I heard that Chinese people drink a lot of alcohol. But that’s false.
Alright, that’s that for this post!
Joking. Here’s some nuance:
Compared to the people and places that I have historical experience with, and in the handful of Chinese cities I’ve visited, I would notsay that Chinese people drink a lot. In fact, I would say they hardly drink at all.
It’s not for lack of availability or means. In fact, the Trifecta of casual consumption is in place:
Walking to dinner? Strolling back to the hostel in the evening? In the park watching the people go by? You better believe these are prime opportunities for casual consumption, and the Trifecta has helped me seize on these opportunities. However, there is only so much room temperature, 3.1% by volume, state-owned brewery lager that I care to drink. It doesn’t hold my attention for very long when I’m the only one participating and when the materials, while readily available, are of marginal quality.
All of this is not to say I haven’t seen anybody else drinking, or that I haven’t seen drunk people. I do have a couple stories. In one instance, I had one googley-eyed rotund-belly Chinese fellow talk English to me with little skill, but great enthusiasm, for over an hour about how, “Beer drinking make happy. Very very good. Very happy.” In another instance, I was brought into an often-referenced tradition that I am quite grateful to have experienced – Banquet Baijiu Boozing:
I was generously invited to “a party with my friends. We will be back after lunch.”
“Sure, sounds fun. I’m for it.”
Turns out that it was a reunion, an annual reunion with university classmates. They were all originally from Hangzhou and went to university in the far northeast of China. They graduated 45 years ago.
My friend Bruce “hosted” our party – there were 8 of us. He paid, he received the menu, he ordered. With great heart, hospitality, and welcome, he invited me, watched over me, encouraged me to eat and required me to take the choicest pick of the dishes.
“White wine. Not like ‘Red wine, white wine’. Like ‘Chinese white wine’. Can you drink it, Luke?”
You bet your ass I can! “Sure, of course.”
It’s baijiu. 'White wine.' They brought their own bottle. It was in a big fancy box. The bottle was anti-climatically small and plain for the size and opulence of the gilded box. Maybe 0.25 liters, but rather strong, at 120 proof.

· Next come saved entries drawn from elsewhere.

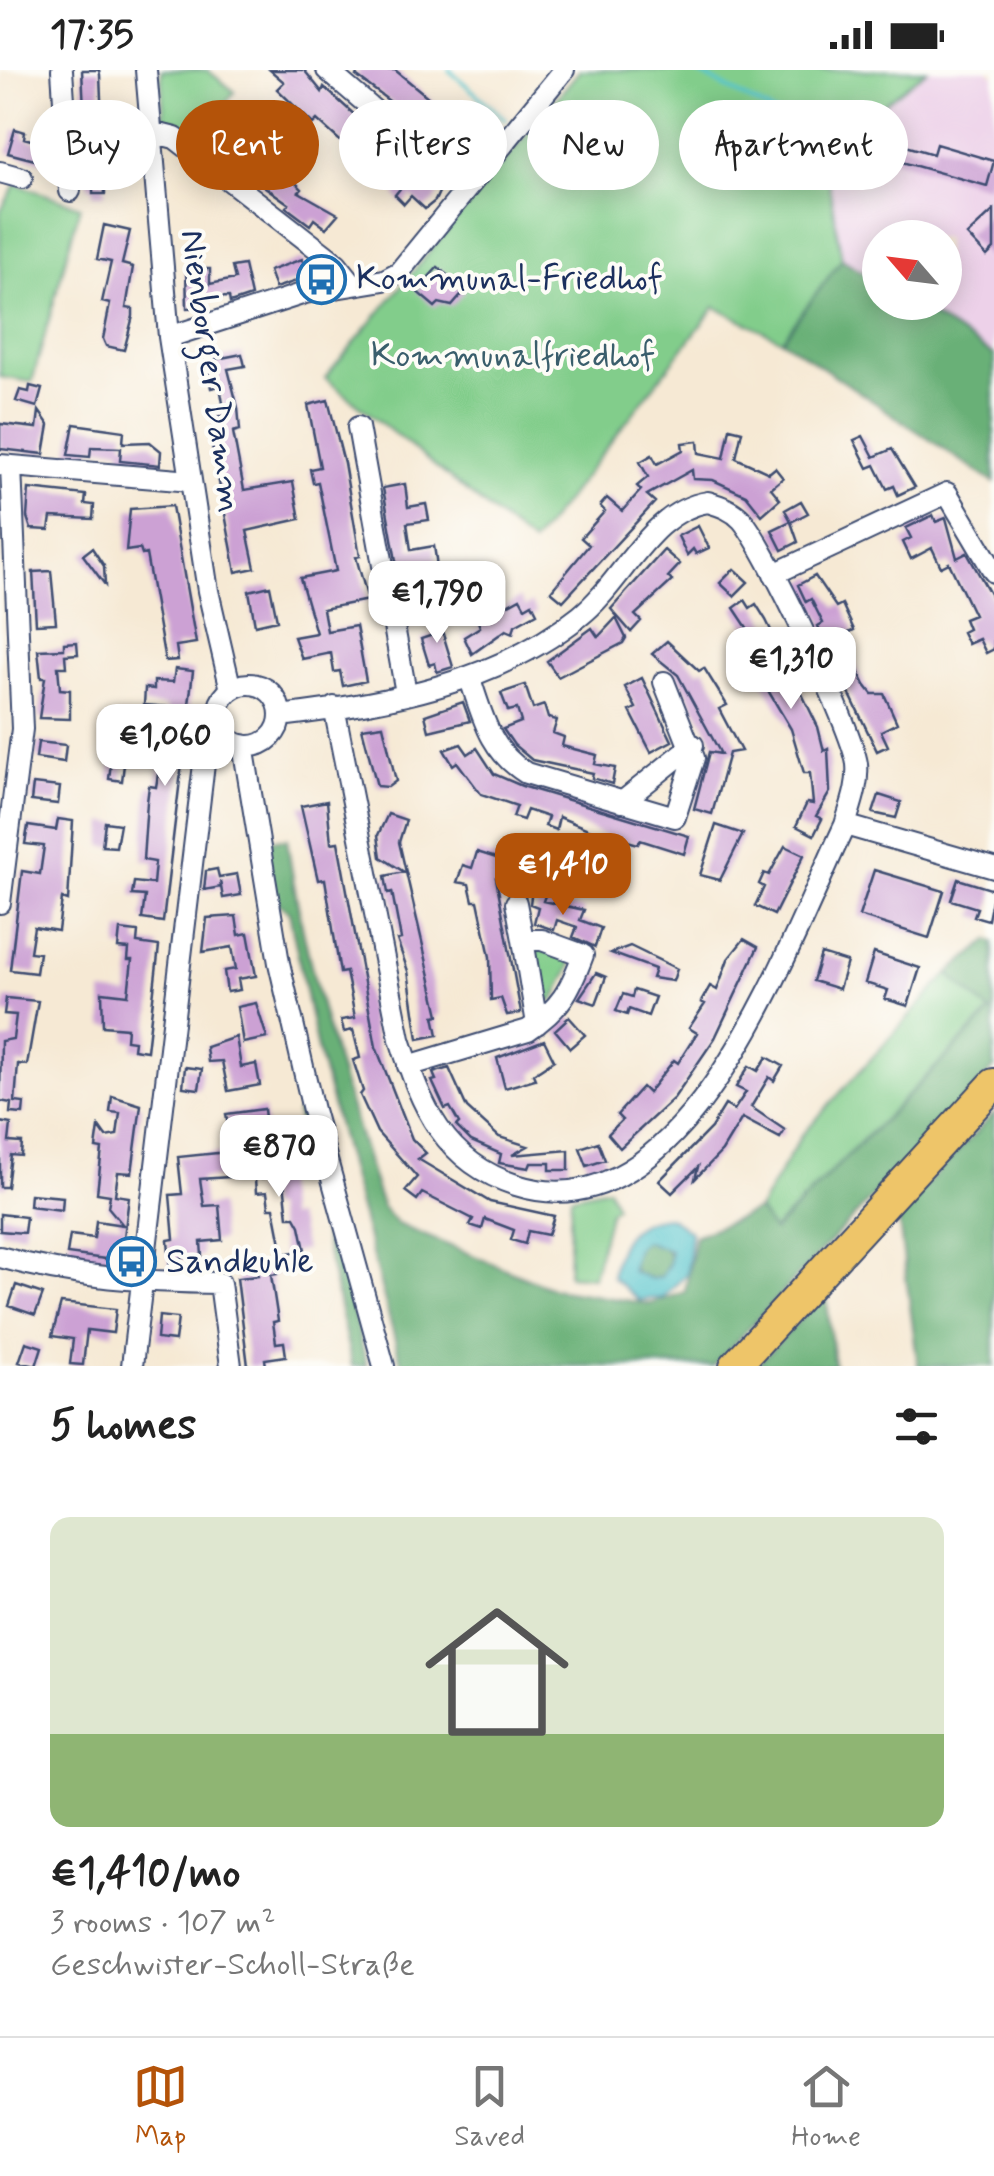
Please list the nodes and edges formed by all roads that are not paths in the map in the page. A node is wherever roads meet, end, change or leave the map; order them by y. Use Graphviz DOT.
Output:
graph roads {
  1 [pos="62,70"];
  2 [pos="146,70"];
  3 [pos="326,70"];
  4 [pos="564,70"];
  5 [pos="148,100"];
  6 [pos="361,100"];
  7 [pos="156,133"];
  8 [pos="507,139"];
  9 [pos="0,172"];
  10 [pos="22,178"];
  11 [pos="156,189"];
  12 [pos="465,190"];
  13 [pos="70,191"];
  14 [pos="353,284"];
  15 [pos="169,336"];
  16 [pos="358,427"];
  17 [pos="6,465"];
  18 [pos="191,481"];
  19 [pos="994,572"];
  20 [pos="774,574"];
  21 [pos="470,678"];
  22 [pos="664,682"];
  23 [pos="240,687"];
  24 [pos="406,693"];
  25 [pos="334,707"];
  26 [pos="280,716"];
  27 [pos="224,733"];
  28 [pos="252,744"];
  29 [pos="692,745"];
  30 [pos="622,802"];
  31 [pos="845,824"];
  32 [pos="994,868"];
  33 [pos="0,903"];
  34 [pos="516,903"];
  35 [pos="523,940"];
  36 [pos="537,1024"];
  37 [pos="408,1066"];
  38 [pos="994,1084"];
  39 [pos="0,1257"];
  40 [pos="141,1282"];
  41 [pos="132,1366"];
  42 [pos="230,1366"];
  43 [pos="384,1366"];
  44 [pos="735,1366"];
  1 -- 13 [label="street"];
  2 -- 5 [label="street, Nienborger Damm"];
  3 -- 6 [label="street"];
  4 -- 8 [label="street"];
  7 -- 14 [label="street"];
  9 -- 10 [label="street"];
  11 -- 15 [label="street, Nienborger Damm"];
  12 -- 14 [label="street"];
  14 -- 15 [label="street"];
  15 -- 18 [label="street, Nienborger Damm"];
  16 -- 24 [label="street"];
  17 -- 18 [label="street"];
  17 -- 33 [label="street"];
  18 -- 23 [label="street, Nienborger Damm"];
  19 -- 20 [label="street"];
  20 -- 21 [label="street"];
  20 -- 31 [label="street"];
  21 -- 24 [label="street"];
  21 -- 30 [label="street"];
  22 -- 29 [label="street"];
  23 -- 26 [label="street"];
  23 -- 27 [label="street"];
  24 -- 25 [label="street"];
  25 -- 26 [label="street"];
  25 -- 37 [label="street"];
  26 -- 28 [label="street"];
  27 -- 28 [label="street"];
  27 -- 40 [label="street"];
  28 -- 43 [label="street"];
  29 -- 30 [label="street"];
  29 -- 30 [label="street"];
  31 -- 32 [label="street"];
  31 -- 37 [label="street"];
  34 -- 35 [label="street"];
  35 -- 36 [label="street"];
  35 -- 36 [label="street"];
  36 -- 37 [label="street"];
  38 -- 44 [label="highway"];
  39 -- 40 [label="street"];
  40 -- 41 [label="street"];
  40 -- 42 [label="street"];
}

The 2 other men (not Bruce) and I drank it. It’s good fun. There is a definite leader of the party - the ‘bottle host’. He pours the baijiu, initiates the raising of glasses, discourages sipping, encourages the ‘bottoms up’. He pours into shot glasses, the most miniature ‘goblet-style’ shot glasses. The glasses are probably one-fourth of a standard 1.5 oz US shot
The first round was accompanied by great ceremony. Each party stated great respect and healthful wishes, using language the other party could not understand a word of. Eye contact was made. Glasses were raised, clinked, raised again. Finally, a nod to drink the thing.
I drank the whole baby little shot, of course! I’m trying to be respectful!
Well, the ‘bottle host’, the fellow to my left, loved that and he had downed his entire glass too. Bruce and one of the ladies, though, they exclaimed a bit at my enthusiasm, they recommended I don’t do that. “Why you do that! Too strong, too strong..” said Bruce. So about 40 seconds later, when the glasses had been refilled and raised in another toast, I had maybe 1/3 of the miniature goblet. The table nodded in approval – except for the bottle host. He had finished his. So he refilled his goblet in its entirety, and refilled the 1/3 of mine that I had drank.
A few bites of food and 2 minutes later it was time for another go. The bottle host raised his glass an inch off the table, tried to catch my eye, lifted his chin with gentle encouragement.
“Yeah, sure, pal!”
I can’t disrespect the bottle host’s hospitality and our only real shot at communication, so we made eye contact and bottoms-upped. “Too strong, too strong..” A small head shake from one of the ladies.
What!? I don’t know.. What, people!? The bottle’s not that big, it can’t get that out of hand! I’m just trying to do my job as a whiskey-drinking and vigorously living American. An amiable traveler. A friend the world’s people. Truly just a grateful and exceedingly enthusiastic guest! Let me bond with this man! Me and this man from a far-flung corner of China. An encounter brought about by a head-spinning, incomprehensible sequence of chance encounters and pro-spiracy nudges, let us have this fleeting moment of shared experience on our wild journeys.
Pour. Clink. Look. Stop, actually look into their eyes, be there with them for one moment. Bottoms up. Ganbei.